CIÊNCIA PARA A TRANSFORMAÇÃO MUNDIAL
S20 Brasil 2024
Comunicado
Preâmbulo
Em setembro de 2015, na sede das Nações Unidas, representantes de 193 países aprovaram uma agenda global a ser alcançada até 2030. Os países signatários reconheceram que, para tornar nosso planeta adequado para uma vida sustentável, precisamos urgentemente tomar medidas em relação aos 17 Objetivos de Desenvolvimento Sustentável (ODS). Entre os mais importantes identificados estava a erradicação da pobreza em todas as suas formas e dimensões, incluindo a pobreza extrema, que é o maior desafio global e um requisito indispensável para o desenvolvimento sustentável. Medidas ousadas e transformadoras foram delineadas, com nossos governos se comprometendo a adotá-las para guiar o mundo em direção a um caminho sustentável e resiliente. Essas ações são integradas e indivisíveis e devem equilibrar as três dimensões do desenvolvimento sustentável: social, econômico e ambiental. A ciência e a colaboração científica internacional servem como mecanismos-chave para alcançar esses objetivos. Com essa perspectiva, sob o lema “Ciência para a Transformação Mundial”, as Academias de Ciências do S20 se reuniram no Rio de Janeiro em 2024 e focaram as discussões em cinco temas relacionados à Agenda 2030 da ONU: (1) Inteligência Artificial; (2) Bioeconomia; (3) Processo de Transição Energética; (4) Desafios de Saúde; e (5) Justiça Social.

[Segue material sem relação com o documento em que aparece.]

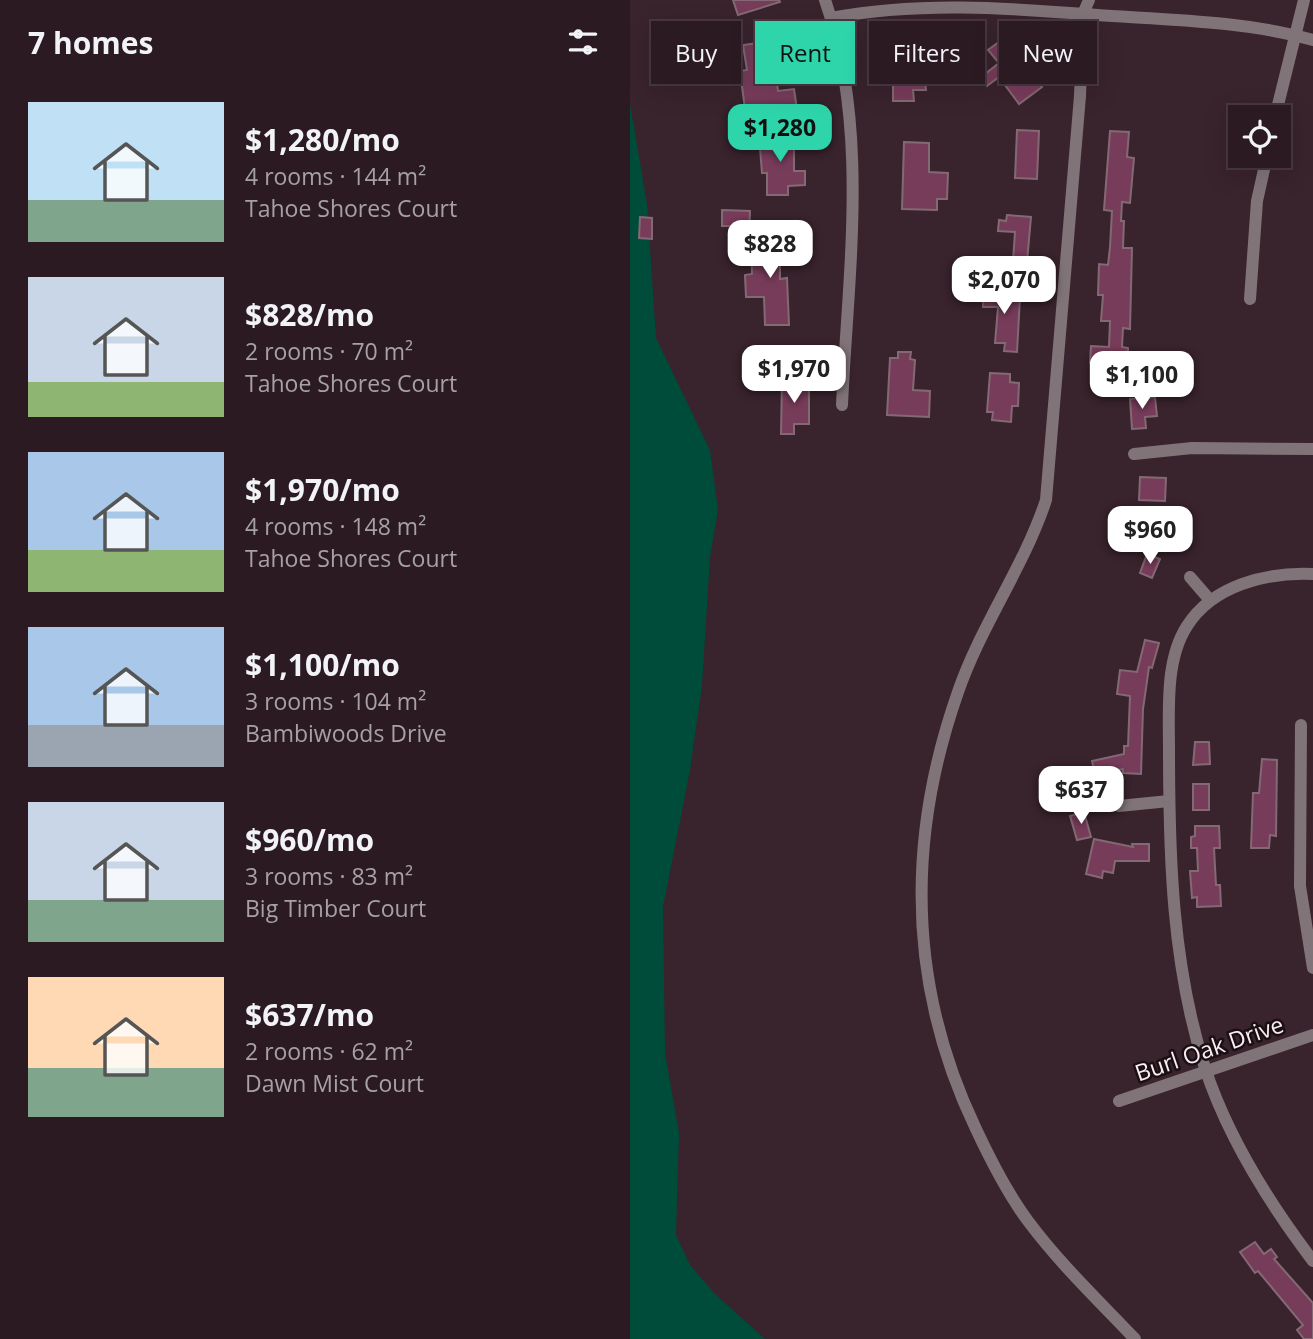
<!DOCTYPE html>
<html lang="en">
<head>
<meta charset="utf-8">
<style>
	:root { --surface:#2b1a22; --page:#33232a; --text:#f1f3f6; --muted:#a6a1a5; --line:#473840; --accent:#2ed4aa }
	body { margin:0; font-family:"Open Sans",sans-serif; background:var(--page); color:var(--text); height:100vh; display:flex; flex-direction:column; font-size:26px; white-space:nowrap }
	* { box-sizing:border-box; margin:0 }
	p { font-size:23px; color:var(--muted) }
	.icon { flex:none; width:38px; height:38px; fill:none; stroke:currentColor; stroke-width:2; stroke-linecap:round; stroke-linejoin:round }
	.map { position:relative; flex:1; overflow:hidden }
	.drawer { display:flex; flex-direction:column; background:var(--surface); width:630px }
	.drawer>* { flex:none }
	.hud { position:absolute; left:21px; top:21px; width:556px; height:63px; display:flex; gap:14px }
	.fabs { position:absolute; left:598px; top:105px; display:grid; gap:14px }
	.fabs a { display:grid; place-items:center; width:63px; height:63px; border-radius:0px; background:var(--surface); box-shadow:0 7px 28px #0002,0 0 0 2px var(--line); font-size:35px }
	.price { position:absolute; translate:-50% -60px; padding:0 16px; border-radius:14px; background:#fff; color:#222; font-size:23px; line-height:46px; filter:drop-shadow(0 2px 4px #0008) }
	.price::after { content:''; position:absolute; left:50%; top:42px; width:21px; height:16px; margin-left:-10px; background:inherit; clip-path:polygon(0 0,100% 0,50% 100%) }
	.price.on { background:var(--accent); color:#111 }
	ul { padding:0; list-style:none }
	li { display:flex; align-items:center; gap:21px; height:175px; padding:0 28px }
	li span { display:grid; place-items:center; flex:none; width:196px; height:140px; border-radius:0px; color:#555 }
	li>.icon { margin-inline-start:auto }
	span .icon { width:84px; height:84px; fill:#fffc; stroke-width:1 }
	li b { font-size:30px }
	h2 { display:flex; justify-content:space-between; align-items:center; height:84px; padding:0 28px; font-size:30px }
	.pill { padding:0 24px; border-radius:0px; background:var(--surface); box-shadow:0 7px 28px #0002,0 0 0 2px var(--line); font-size:24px; line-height:63px }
	.pill.on { background:var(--accent); color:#111 }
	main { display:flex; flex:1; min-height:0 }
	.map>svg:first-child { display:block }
	.water { fill:#004c3a }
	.building { fill:#783c5b; stroke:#836974; stroke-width:2 }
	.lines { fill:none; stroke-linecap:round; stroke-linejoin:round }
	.minor { stroke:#807479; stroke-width:12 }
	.labels { text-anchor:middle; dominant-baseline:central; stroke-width:5; stroke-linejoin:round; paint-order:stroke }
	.street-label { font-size:23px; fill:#fcedf3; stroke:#1a1014 }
</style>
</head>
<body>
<main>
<section class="drawer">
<h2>7 homes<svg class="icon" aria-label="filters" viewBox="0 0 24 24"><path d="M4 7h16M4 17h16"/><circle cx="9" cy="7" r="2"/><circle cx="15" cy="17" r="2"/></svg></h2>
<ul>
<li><span style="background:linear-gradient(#bfe0f5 70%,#7fa58c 0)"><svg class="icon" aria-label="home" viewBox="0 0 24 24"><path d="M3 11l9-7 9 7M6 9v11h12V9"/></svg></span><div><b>$1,280/mo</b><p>4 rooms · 144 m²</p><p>Tahoe Shores Court</p></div></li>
<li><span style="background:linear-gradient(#c9d6e8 75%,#8fb573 0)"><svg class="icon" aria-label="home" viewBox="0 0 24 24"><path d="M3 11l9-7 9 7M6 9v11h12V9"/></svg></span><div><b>$828/mo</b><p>2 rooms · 70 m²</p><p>Tahoe Shores Court</p></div></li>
<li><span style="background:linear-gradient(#a9c7e8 70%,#8fb573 0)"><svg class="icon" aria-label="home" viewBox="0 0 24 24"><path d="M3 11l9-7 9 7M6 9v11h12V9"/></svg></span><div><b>$1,970/mo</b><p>4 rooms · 148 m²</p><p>Tahoe Shores Court</p></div></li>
<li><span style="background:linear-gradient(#a9c7e8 70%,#9aa5b1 0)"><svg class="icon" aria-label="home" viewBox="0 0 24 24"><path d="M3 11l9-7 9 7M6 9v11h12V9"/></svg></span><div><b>$1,100/mo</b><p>3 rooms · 104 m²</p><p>Bambiwoods Drive</p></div></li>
<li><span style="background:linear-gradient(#c9d6e8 70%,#7fa58c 0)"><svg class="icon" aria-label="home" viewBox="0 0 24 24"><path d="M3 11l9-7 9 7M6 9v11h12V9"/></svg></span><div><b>$960/mo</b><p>3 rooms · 83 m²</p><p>Big Timber Court</p></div></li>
<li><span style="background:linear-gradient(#ffd9b3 65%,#7fa58c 0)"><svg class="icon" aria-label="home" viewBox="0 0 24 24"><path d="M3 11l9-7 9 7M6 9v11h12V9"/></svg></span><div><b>$637/mo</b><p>2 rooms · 62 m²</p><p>Dawn Mist Court</p></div></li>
</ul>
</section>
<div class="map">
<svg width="683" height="1339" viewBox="0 0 683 1339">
	<rect width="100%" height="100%" fill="#39232d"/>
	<!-- water -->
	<path class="water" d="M0 104 17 204 26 338 80 450 88 510 80 557 72 686 60 770 33 907 35 1053 49 1133 46 1235 60 1265 85 1294 135 1339H0Z"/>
	<!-- building -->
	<g class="building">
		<path d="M103 0H149L150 2 108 15Z"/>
		<path d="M141 41 148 91 164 89 168 116 106 125 104 111 115 109 110 71 117 70 113 45Z"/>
		<path d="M369 42 383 60 389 56 412 87 389 104 369 77 357 86 350 78 369 63 358 50Z"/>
		<path d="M284 43 285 81 295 80 296 90H283L284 101H263V82H254L253 44Z"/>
		<path d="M387 130 409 131 407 179 385 178Z"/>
		<path d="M480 131 499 132 497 157 504 158 500 203 492 202 491 221H494L493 248H502L500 329 493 328 492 347 498 348V354H506L505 365 460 363 461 346 479 347 480 321H471L473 295H468L469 264 478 265 480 247 482 211 474 210Z"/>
		<path d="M164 135V171H175V185L158 186V195H137V173H132L129 136Z"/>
		<path d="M274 142 299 143V172L318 173 317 199H307V210L272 209Z"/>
		<path d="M92 210 120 211 119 238H99L100 226H92Z"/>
		<path d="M377 215 401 217 396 273 364 270 365 259 383 261 385 232 368 231 369 220 376 221Z"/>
		<path d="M10 217 22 218V239L9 238Z"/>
		<path d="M150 241V246H168V258H150V279L157 278 159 325H135L134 297H116L115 275 122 274 121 242Z"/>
		<path d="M354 286 375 287V296L390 297 387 352 374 351 375 343H365L368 307H353Z"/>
		<path d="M268 352H281L280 359 285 360 283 390 300 391 299 417 257 415 260 358H268Z"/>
		<path d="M360 373 380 374V382L389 383 388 406H382L381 422 362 420 363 412H357Z"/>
		<path d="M152 379H172V386H179V424H164V434H151Z"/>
		<path d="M525 397 527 416 515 417 516 428 502 429 500 399Z"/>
		<path d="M510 477 536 478 535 501 509 500Z"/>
		<path d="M517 554 530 559 522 578 510 573Z"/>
		<path d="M515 640 529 643 522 668 519 667 513 709 511 774 493 773V769L465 775 462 761 494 754V746H498L500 696 487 694 490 670 507 672Z"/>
		<path d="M565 742H579L580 764 563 765Z"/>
		<path d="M632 759 647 760 646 836 640 835 639 848H621L623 793H629Z"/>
		<path d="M450 775 464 785 448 806 435 796Z"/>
		<rect x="563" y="784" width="16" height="26"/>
		<path d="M454 812 461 837 447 840 440 816Z"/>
		<path d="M565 826H589L590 848H584L586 885H590L591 906 567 907V897L562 898 560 871H568L567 848H561V837L565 836Z"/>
		<path d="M464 839 503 847 502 844H519V861H485L483 873 473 871 472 878 456 874Z"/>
		<path d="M625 1242 634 1254 641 1249 647 1257 644 1259 683 1303V1339H674L667 1330 673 1325 628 1271 625 1273 610 1252Z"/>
	</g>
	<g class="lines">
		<!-- minor -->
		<g class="minor">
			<path d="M195 0C240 129 218 272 212 405"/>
			<path d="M459 0 453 14 450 96 416 500C394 567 351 625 328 692 276 840 278 987 346 1129 361 1161 377 1193 398 1221 430 1264 469 1301 505 1339"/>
			<path d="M201 18C295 0 388 9 482 16 548 20 619 22 683 40"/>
			<path d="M645 117 674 0"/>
			<path d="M620 299 627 201 637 156"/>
			<path d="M504 454 562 448 683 449"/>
			<path d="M683 574C637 572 583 585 557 626 535 660 539 710 539 750 539 857 542 965 575 1068 598 1138 639 1203 683 1261"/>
			<path d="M560 577 579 599"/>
			<path d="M671 725 670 886 683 968"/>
			<path d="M489 806 539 801"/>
			<path d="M489 1101 683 1035"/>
		</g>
	</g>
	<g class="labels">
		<!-- street labels -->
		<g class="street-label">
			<text transform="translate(579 1048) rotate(-19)">Burl Oak Drive</text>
		</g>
	</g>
</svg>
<div class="fabs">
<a><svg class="icon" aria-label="locate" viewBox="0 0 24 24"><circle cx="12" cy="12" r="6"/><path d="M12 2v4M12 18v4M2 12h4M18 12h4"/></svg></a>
</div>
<b class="price on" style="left:150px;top:164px">$1,280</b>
<b class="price" style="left:140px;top:280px">$828</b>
<b class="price" style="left:374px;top:316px">$2,070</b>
<b class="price" style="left:164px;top:405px">$1,970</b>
<b class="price" style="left:512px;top:411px">$1,100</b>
<b class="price" style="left:520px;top:566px">$960</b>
<b class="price" style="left:451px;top:826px">$637</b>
<div class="hud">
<a class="pill">Buy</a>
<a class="pill on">Rent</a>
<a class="pill">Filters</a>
<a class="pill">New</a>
</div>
</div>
</main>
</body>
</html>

Apresentamos aos governos do G20 e à sociedade as recomendações do S20 Brasil 2024 com a expectativa de que estas sejam consideradas pelos nossos governos e ajudem a orientar o documento final do G20. Também chamamos a atenção para o fato de que os países do G20 devem considerar suas tendências demográficas, antecipando-se proativamente e adaptando-se às mudanças no tamanho e na distribuição etária de sua força de trabalho, pois esses fatores impactarão significativamente a seguridade social, os sistemas de pensões, os programas de saúde e bem-estar, afetando assim o crescimento econômico e a competitividade. É essencial que o sistema educacional atenda às diversas necessidades das populações envelhecidas e jovens. Compreender as tendências sociais e demográficas é essencial para antecipar os requisitos tecnológicos e impulsionar a inovação.
Inteligência Artificial
A IA é um motor crítico para o desenvolvimento, especialmente na saúde, educação e enfrentamento das mudanças climáticas. Também pode representar riscos, incluindo a possibilidade de ampliação das desigualdades e impactos negativos no meio ambiente. Para enfrentar esses desafios de forma eficaz, o avanço da IA requer um robusto arcabouço ético. O rápido ritmo da inovação em IA cria incertezas significativas para a governança, dificultando esforços para gerenciar suas implicações. Embora a IA possa resultar na perda de empregos em algumas indústrias e regiões, também tem o potencial de criar novas oportunidades de emprego em outras.
Recomendações:
- Criar políticas em uma economia impulsionada pela IA para garantir segurança no emprego e direitos dos trabalhadores que sejam flexíveis e adaptáveis, fundamentados em princípios éticos compartilhados. Isso garantirá inovação enquanto reduz os riscos sociais.
- Contribuir para o estabelecimento de regulamentações de IA e padrões de governança de dados que beneficiem todos os países de forma justa e preservem os valores humanos.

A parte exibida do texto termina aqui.